Le streptocoque B est une bactérie banale que portent beaucoup de femmes enceintes. Un prélèvement en fin de grossesse et, si besoin, des antibiotiques pendant l'accouchement suffisent à protéger le bébé.
Le streptocoque B revient souvent dans les questions de fin de grossesse, et il inquiète parfois à tort. En réalité, c’est une bactérie banale, que portent beaucoup de femmes en bonne santé. Avec un dépistage simple et, si besoin, un traitement pendant l’accouchement, le bébé est bien protégé. Voici l’essentiel, sans inquiétude.
Qu’est-ce que le streptocoque B ?
C’est une bactérie naturellement présente chez de nombreuses personnes, au niveau du tube digestif et parfois de la flore vaginale. Environ une femme enceinte sur cinq en est porteuse, souvent de façon passagère.
Point important : ce n’est ni une maladie, ni une infection sexuellement transmissible. Le portage est sans danger pour la femme et ne demande aucun traitement en dehors de la grossesse.
Pourquoi s’en préoccuper pendant la grossesse ?
Lors de l’accouchement, la bactérie peut se transmettre au bébé. Dans de rares cas, cela peut provoquer une infection chez le nouveau-né. C’est rare — et surtout évitable. C’est justement le but du dépistage et de la prévention proposés à toutes les femmes.
Le dépistage : un simple prélèvement
On propose un prélèvement vaginal (à l’aide d’un écouvillon, sans spéculum), indolore, généralement réalisé entre 34 et 38 semaines d’aménorrhée — le moment exact peut varier selon le protocole de votre maternité. Ce prélèvement, effectué en fin de grossesse, permet de savoir si vous êtes porteuse au moment de l’accouchement.
Si le prélèvement est positif
Rien de compliqué : on prévoit simplement des antibiotiques par perfusion pendant le travail, le jour de l’accouchement.
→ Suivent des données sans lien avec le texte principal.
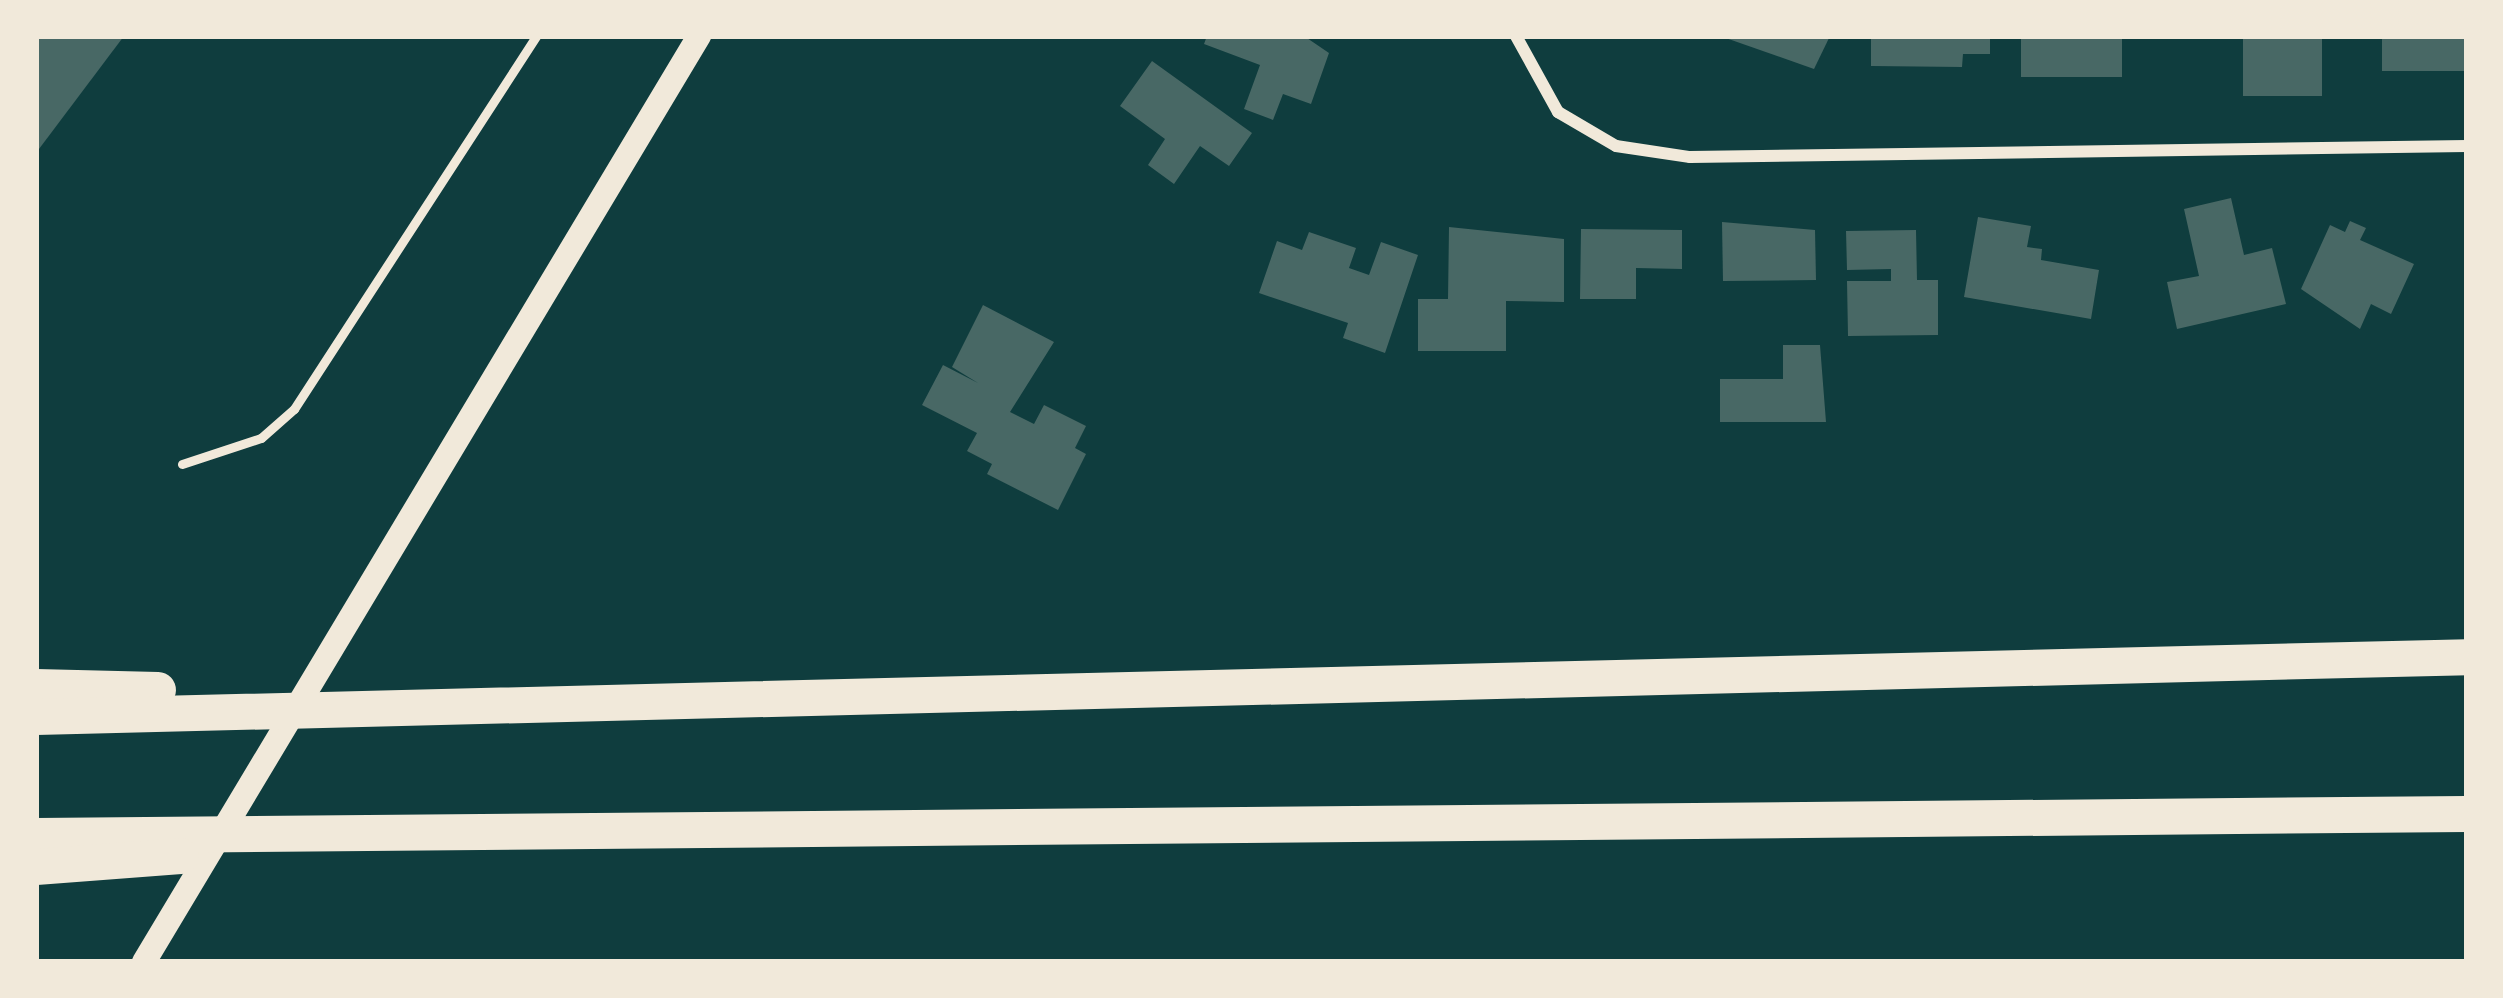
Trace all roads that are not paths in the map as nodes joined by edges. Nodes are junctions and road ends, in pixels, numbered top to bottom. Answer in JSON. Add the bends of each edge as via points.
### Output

Administrés à temps (idéalement quelques heures avant la naissance), ils réduisent très fortement le risque d’infection du bébé.
Concrètement, cela signifie une perfusion en salle de naissance, réintroduite régulièrement jusqu’à l’arrivée du bébé. Cela n’empêche ni l’allaitement, ni le peau-à-peau, ni les premiers moments avec votre enfant.
À noter : dans quelques situations particulières (antécédent d’infection à streptocoque B chez un précédent bébé, streptocoque retrouvé dans les urines, fièvre ou ouverture prolongée de la poche des eaux pendant le travail), les antibiotiques peuvent être proposés même sans dépistage positif connu, par précaution.
Le rôle de la sage-femme
Je réalise le prélèvement de dépistage lors d’une consultation du dernier trimestre et vous en explique le résultat. Le jour J, en salle de naissance, je peux poser la perfusion et administrer les antibiotiques si besoin, et je reste attentive aux situations qui justifient de le faire.
En résumé : un geste simple, une prévention bien rôdée, et un bébé protégé. Cet article est un repère général ; votre situation se précise en consultation.